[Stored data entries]
<<<<
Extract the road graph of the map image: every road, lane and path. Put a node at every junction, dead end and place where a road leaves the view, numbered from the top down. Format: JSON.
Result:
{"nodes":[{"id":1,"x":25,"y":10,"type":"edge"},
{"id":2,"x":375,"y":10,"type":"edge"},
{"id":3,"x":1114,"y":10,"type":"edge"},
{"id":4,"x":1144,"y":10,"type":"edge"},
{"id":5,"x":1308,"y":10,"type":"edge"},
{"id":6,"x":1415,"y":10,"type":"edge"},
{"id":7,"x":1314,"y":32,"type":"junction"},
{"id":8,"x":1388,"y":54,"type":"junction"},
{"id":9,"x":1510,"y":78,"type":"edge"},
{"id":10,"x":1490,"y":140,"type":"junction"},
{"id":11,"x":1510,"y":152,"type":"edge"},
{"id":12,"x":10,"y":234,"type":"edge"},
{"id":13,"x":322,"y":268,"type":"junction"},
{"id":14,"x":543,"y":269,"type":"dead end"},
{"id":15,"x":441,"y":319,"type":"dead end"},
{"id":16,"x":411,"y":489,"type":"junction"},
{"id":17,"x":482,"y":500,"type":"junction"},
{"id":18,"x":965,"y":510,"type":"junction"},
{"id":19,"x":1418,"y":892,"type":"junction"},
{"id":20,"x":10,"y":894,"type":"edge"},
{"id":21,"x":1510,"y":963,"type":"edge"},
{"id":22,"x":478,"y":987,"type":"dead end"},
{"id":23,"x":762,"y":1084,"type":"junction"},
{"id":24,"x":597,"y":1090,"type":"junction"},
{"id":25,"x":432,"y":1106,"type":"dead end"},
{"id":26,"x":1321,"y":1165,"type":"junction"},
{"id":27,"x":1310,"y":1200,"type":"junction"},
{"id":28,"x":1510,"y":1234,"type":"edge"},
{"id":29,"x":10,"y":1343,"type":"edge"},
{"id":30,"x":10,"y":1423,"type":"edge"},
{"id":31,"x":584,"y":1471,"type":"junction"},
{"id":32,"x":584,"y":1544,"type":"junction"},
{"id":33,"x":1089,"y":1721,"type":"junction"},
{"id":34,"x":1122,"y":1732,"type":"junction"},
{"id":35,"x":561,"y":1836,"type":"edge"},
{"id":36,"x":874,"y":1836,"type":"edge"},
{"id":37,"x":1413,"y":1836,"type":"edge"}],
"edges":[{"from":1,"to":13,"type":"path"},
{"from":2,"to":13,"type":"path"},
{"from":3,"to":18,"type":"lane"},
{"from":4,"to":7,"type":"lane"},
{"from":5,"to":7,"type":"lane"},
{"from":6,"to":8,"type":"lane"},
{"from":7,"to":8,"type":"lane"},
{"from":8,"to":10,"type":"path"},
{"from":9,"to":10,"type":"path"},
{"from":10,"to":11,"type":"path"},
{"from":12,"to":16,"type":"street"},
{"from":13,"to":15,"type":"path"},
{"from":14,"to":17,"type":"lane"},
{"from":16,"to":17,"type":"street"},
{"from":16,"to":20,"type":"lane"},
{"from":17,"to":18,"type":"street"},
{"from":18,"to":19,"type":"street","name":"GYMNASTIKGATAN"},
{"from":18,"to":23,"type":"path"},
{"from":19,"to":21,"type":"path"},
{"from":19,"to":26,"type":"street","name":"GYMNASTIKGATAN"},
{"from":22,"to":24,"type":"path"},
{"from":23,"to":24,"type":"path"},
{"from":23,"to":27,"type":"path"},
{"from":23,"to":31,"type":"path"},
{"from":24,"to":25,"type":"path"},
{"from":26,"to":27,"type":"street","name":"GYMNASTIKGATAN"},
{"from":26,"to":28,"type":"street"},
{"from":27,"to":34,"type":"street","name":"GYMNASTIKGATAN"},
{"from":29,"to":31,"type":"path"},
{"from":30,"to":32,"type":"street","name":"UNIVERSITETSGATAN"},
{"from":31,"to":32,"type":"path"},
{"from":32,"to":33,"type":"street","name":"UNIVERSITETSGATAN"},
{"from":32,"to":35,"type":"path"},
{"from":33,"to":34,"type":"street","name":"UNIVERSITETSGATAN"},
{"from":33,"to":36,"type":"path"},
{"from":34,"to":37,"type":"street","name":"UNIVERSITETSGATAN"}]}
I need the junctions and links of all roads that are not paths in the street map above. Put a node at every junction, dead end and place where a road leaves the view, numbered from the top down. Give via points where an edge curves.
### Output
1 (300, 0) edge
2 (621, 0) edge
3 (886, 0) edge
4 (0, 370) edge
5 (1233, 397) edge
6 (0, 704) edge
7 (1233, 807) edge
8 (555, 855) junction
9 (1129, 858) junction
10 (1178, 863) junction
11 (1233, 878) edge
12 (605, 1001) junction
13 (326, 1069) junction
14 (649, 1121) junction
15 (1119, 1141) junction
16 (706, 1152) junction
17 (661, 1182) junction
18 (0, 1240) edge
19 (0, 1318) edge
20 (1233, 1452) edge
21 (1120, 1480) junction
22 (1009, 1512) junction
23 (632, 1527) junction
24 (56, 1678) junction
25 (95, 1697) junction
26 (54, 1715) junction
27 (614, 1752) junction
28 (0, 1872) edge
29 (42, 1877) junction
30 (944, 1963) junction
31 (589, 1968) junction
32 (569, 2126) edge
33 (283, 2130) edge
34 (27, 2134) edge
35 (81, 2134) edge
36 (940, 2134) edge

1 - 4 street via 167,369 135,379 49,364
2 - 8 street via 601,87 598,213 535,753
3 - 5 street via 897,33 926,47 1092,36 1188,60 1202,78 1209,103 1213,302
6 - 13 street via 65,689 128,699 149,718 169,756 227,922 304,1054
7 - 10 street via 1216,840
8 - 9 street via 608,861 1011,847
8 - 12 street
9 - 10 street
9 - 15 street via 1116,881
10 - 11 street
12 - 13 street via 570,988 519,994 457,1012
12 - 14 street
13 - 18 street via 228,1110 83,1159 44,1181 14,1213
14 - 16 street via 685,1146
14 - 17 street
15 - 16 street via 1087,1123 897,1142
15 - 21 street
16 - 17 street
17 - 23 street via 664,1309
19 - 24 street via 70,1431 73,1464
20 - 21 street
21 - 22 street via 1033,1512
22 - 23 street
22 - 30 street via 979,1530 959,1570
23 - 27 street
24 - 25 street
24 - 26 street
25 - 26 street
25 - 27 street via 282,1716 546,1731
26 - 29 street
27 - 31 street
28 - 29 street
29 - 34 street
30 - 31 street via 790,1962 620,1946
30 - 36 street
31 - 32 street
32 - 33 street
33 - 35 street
>>>>
[Exercise objective] Each line above that contains the word "lane" should be copied.

[Written solution]
Extract the road graph of the map image: every road, lane and path. Put a node at every junction, dead end and place where a road leaves the view, numbered from the top down. Format: JSON.
{"from":3,"to":18,"type":"lane"},
{"from":4,"to":7,"type":"lane"},
{"from":5,"to":7,"type":"lane"},
{"from":6,"to":8,"type":"lane"},
{"from":7,"to":8,"type":"lane"},
{"from":14,"to":17,"type":"lane"},
{"from":16,"to":20,"type":"lane"},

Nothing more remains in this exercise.